Presented at the Symposium on Pacific Energy Cooperation 2003 – 12-13 February 2003, Tokyo
Why is energy security still on the agenda?
The concept of energy security as an international issue first came to prominence in the 1970s as a result of the disruptions to global oil supplies. During the 1990s most nations of the western world, and indeed many developing countries, ignored the issue of energy security. The first two years of this century have seen a renewal of concern for a number of reasons relating to the functioning of energy markets, to the sources of energy supply and to international security.

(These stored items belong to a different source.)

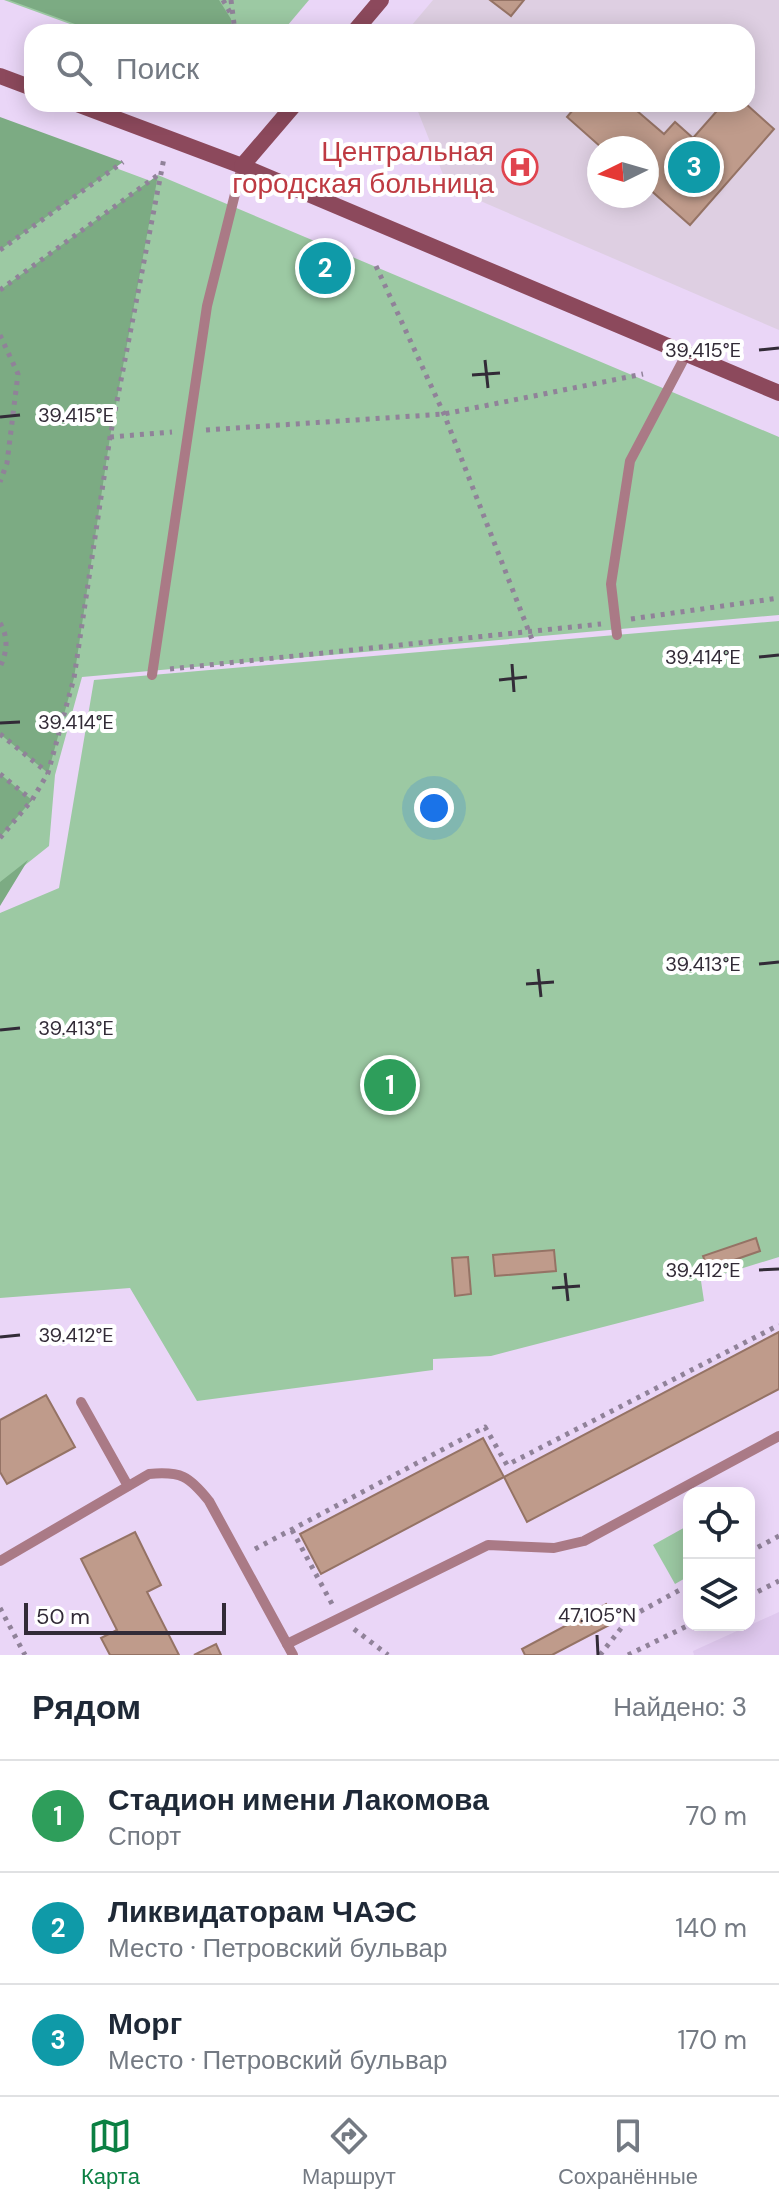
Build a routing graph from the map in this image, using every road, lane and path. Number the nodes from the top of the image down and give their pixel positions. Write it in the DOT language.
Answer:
graph roads {
  1 [pos="223,0"];
  2 [pos="231,0"];
  3 [pos="381,0"];
  4 [pos="233,19"];
  5 [pos="234,24"];
  6 [pos="361,24"];
  7 [pos="0,76"];
  8 [pos="24,85"];
  9 [pos="99,112"];
  10 [pos="288,112"];
  11 [pos="171,138"];
  12 [pos="123,162"];
  13 [pos="242,166"];
  14 [pos="158,175"];
  15 [pos="0,250"];
  16 [pos="376,266"];
  17 [pos="0,290"];
  18 [pos="0,335"];
  19 [pos="687,353"];
  20 [pos="643,374"];
  21 [pos="779,393"];
  22 [pos="444,414"];
  23 [pos="189,431"];
  24 [pos="110,437"];
  25 [pos="0,482"];
  26 [pos="779,598"];
  27 [pos="615,622"];
  28 [pos="0,623"];
  29 [pos="530,634"];
  30 [pos="617,635"];
  31 [pos="533,642"];
  32 [pos="0,667"];
  33 [pos="152,673"];
  34 [pos="0,734"];
  35 [pos="48,773"];
  36 [pos="0,774"];
  37 [pos="32,800"];
  38 [pos="0,838"];
  39 [pos="779,1325"];
  40 [pos="81,1402"];
  41 [pos="779,1436"];
  42 [pos="128,1486"];
  43 [pos="779,1536"];
  44 [pos="755,1549"];
  45 [pos="240,1557"];
  46 [pos="0,1561"];
  47 [pos="779,1581"];
  48 [pos="683,1588"];
  49 [pos="755,1593"];
  50 [pos="0,1608"];
  51 [pos="683,1628"];
  52 [pos="287,1644"];
  53 [pos="25,1655"];
  54 [pos="293,1655"];
  55 [pos="600,1655"];
  56 [pos="628,1655"];
  1 -- 4 [label="path"];
  2 -- 4 [label="path"];
  3 -- 6 [label="street"];
  4 -- 5 [label="path"];
  7 -- 8 [label="street"];
  9 -- 11 [label="street"];
  10 -- 13 [label="street"];
  11 -- 13 [label="street"];
  11 -- 14 [label="path"];
  12 -- 15 [label="path"];
  13 -- 19 [label="street"];
  13 -- 23 [label="lane"];
  14 -- 17 [label="path"];
  14 -- 24 [label="path"];
  16 -- 22 [label="path"];
  18 -- 25 [label="path"];
  19 -- 21 [label="street"];
  19 -- 27 [label="lane"];
  20 -- 22 [label="path"];
  22 -- 23 [label="path"];
  22 -- 29 [label="path"];
  23 -- 24 [label="path"];
  23 -- 33 [label="lane"];
  24 -- 35 [label="path"];
  26 -- 27 [label="path"];
  27 -- 29 [label="path"];
  27 -- 30 [label="lane"];
  28 -- 32 [label="path"];
  29 -- 31 [label="path"];
  29 -- 33 [label="path"];
  34 -- 35 [label="path"];
  35 -- 37 [label="path"];
  36 -- 37 [label="path"];
  37 -- 38 [label="path"];
  39 -- 45 [label="path"];
  40 -- 42 [label="lane"];
  41 -- 52 [label="lane"];
  42 -- 45 [label="lane"];
  42 -- 46 [label="lane"];
  43 -- 44 [label="path"];
  45 -- 52 [label="lane"];
  47 -- 49 [label="path"];
  48 -- 55 [label="path"];
  50 -- 53 [label="path"];
  51 -- 56 [label="path"];
  52 -- 54 [label="lane"];
}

The quantity of energy traded internationally continues to grow in both volume and diversity. Twenty years ago crude oil and oil products dominated international energy trade. Gas is now an important component and gas markets are increasingly taking on a global character. The volume of internationally-traded coal continues is growing and cross-border electricity networks are expanding. These trends reflect a growing inter-dependence between energy suppliers and energy consumers which, on the one should enhance energy security but, on the other hand provides both suppliers and consumers with security concerns.

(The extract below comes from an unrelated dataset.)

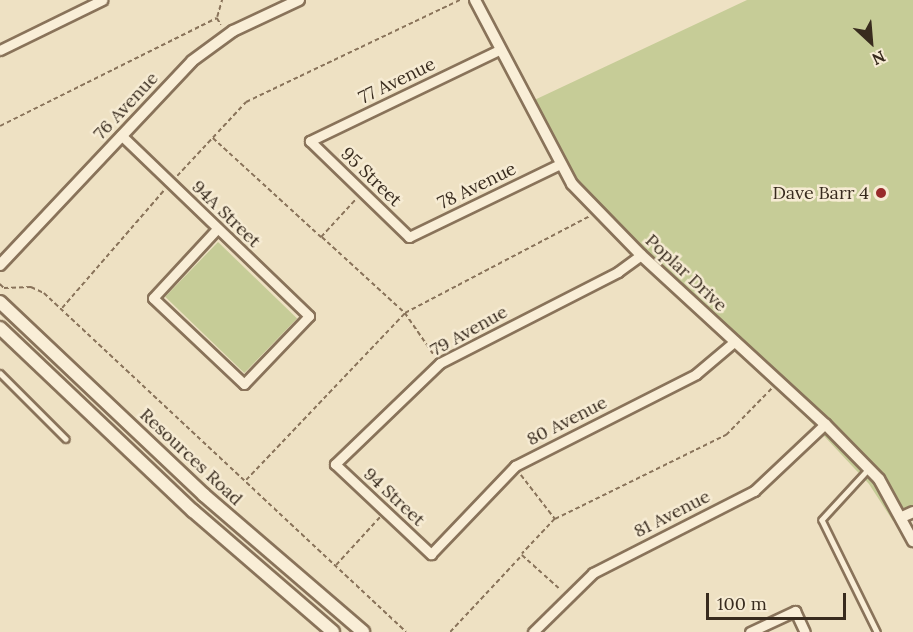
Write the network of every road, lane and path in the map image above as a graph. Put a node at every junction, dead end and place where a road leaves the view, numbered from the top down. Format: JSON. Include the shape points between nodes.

Despite the increase in the volume of energy traded internationally, two features of international energy markets persist: the dominance of oil within traded energy and the dependence of many states on supplies from the Middle East. To this can be added the increased volatility of oil prices resulting from the increasing importance of paper markets and the continuing rise of global demand. Thus the renewed focus of consumer states of security of oil supply is understandable.
These arguments apply equally well to north-east Asia. Here economic growth continues to run ahead of the world average, thanks mainly to China in recent years. There appears to be a recognition that dependence on traditional supplies of energy, whether domestic or overseas, is no longer sustainable and that existing strategies to enhance security of supply are inadequate. Set against these considerations is the recent appearance of Russia as a major potential supplier of oil, gas and possibly electricity to the region.
The aim of this paper is to provide a European perspective on energy security. The paper first examines the different dimensions of energy security and the means which may be employed to enhance energy security. It then discusses the role of multi-lateral cooperation in the enhancement of energy security and the implications for regional security drawing on the European experience.